DATASET EXTRACT section start

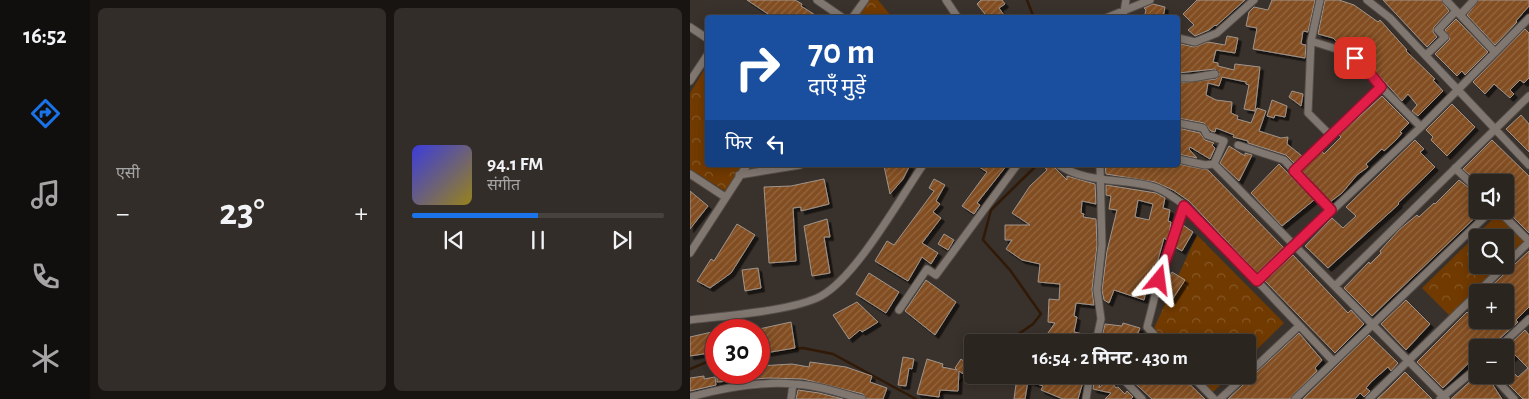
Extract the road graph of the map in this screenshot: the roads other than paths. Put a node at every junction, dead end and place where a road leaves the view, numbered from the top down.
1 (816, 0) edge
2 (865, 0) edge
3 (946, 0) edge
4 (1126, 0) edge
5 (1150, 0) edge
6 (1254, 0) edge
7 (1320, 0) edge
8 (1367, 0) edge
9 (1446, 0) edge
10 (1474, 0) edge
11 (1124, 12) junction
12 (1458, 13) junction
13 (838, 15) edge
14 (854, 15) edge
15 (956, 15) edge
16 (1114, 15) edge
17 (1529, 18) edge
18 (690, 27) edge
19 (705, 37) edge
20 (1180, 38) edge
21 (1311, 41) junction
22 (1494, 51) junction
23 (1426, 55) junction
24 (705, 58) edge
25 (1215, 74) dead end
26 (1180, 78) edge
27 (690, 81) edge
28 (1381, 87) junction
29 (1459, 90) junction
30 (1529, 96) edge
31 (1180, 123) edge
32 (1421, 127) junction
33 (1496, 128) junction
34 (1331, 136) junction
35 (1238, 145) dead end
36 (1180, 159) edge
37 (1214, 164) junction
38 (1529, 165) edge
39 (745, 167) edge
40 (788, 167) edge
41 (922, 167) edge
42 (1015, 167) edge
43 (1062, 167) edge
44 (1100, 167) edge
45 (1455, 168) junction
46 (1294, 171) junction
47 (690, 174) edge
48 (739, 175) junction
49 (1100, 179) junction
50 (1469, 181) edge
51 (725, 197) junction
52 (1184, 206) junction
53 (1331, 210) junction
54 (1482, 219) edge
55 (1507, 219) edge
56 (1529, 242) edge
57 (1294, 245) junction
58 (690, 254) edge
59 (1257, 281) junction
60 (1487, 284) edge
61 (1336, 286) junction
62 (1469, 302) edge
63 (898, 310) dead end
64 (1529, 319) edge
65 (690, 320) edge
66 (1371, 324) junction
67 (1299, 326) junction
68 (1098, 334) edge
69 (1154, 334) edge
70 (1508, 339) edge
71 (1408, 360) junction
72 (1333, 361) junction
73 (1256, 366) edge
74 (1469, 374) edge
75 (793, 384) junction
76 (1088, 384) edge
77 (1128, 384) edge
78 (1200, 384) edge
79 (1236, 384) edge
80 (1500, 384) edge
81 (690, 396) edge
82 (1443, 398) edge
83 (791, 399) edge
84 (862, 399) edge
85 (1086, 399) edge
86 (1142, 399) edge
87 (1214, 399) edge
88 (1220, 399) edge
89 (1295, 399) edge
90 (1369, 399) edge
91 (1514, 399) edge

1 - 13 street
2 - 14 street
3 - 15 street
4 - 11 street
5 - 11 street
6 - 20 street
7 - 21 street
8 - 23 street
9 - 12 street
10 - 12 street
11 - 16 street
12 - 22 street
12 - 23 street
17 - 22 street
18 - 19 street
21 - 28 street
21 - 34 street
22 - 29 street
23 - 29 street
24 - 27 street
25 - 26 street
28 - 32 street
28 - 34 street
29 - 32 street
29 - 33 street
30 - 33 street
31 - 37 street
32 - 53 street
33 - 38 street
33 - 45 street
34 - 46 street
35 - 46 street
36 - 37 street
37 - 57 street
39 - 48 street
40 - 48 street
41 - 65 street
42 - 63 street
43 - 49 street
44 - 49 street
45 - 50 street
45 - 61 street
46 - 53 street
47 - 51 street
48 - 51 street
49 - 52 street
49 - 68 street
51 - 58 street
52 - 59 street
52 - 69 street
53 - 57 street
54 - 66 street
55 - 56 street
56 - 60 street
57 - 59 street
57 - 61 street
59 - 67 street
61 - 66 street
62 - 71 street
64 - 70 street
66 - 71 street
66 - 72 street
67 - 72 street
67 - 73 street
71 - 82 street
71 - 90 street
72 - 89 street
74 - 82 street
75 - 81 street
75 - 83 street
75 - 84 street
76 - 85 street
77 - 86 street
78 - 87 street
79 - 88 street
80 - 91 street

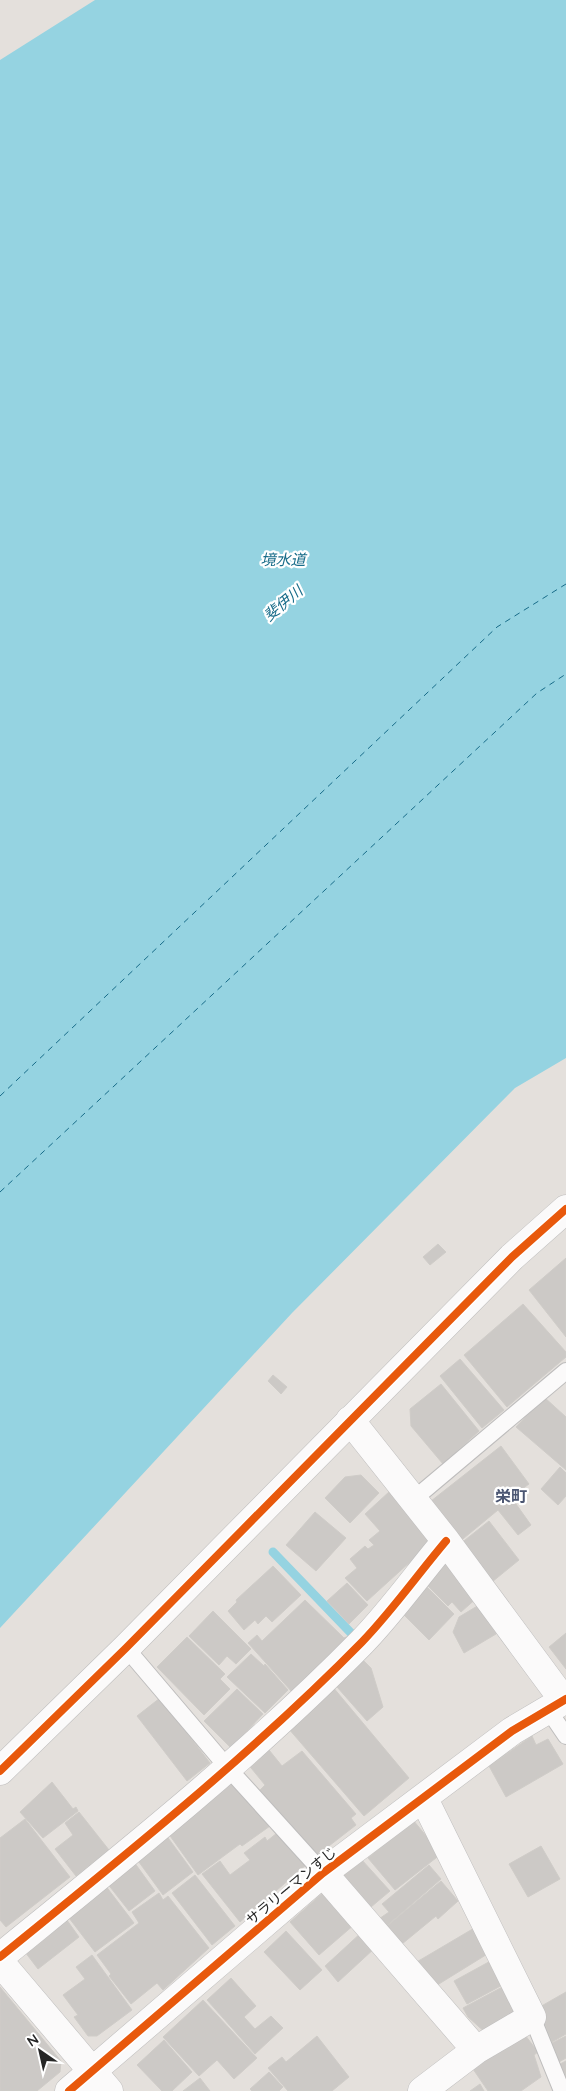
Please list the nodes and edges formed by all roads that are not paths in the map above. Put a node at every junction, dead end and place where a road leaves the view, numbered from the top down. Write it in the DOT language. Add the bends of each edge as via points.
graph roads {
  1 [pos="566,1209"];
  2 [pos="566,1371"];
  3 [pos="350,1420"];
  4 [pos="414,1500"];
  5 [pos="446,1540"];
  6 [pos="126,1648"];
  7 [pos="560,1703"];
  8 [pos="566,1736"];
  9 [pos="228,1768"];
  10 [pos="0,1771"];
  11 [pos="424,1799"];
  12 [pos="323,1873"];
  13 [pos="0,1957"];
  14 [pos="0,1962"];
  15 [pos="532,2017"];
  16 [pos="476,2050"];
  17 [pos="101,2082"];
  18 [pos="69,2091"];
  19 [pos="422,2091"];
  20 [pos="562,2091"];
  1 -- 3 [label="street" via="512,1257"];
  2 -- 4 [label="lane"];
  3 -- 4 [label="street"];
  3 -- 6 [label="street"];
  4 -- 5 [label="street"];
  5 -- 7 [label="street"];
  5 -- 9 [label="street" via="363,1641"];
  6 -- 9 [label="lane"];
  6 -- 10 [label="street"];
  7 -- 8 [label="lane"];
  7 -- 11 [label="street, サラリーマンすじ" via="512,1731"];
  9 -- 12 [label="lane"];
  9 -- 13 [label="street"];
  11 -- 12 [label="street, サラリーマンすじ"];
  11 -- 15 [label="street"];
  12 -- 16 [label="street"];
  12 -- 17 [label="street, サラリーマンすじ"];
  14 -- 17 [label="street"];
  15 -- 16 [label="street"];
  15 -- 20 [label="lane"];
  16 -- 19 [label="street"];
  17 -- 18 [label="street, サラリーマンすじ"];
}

DATASET EXTRACT section end

- REQUIRED ACTION
Search the entries above for "numbered". Show every line that has it.

- SOLUTION FOR THIS PROBLEM
Extract the road graph of the map in this screenshot: the roads other than paths. Put a node at every junction, dead end and place where a road leaves the view, numbered from the top down.
Please list the nodes and edges formed by all roads that are not paths in the map above. Put a node at every junction, dead end and place where a road leaves the view, numbered from the top down. Write it in the DOT language. Add the bends of each edge as via points.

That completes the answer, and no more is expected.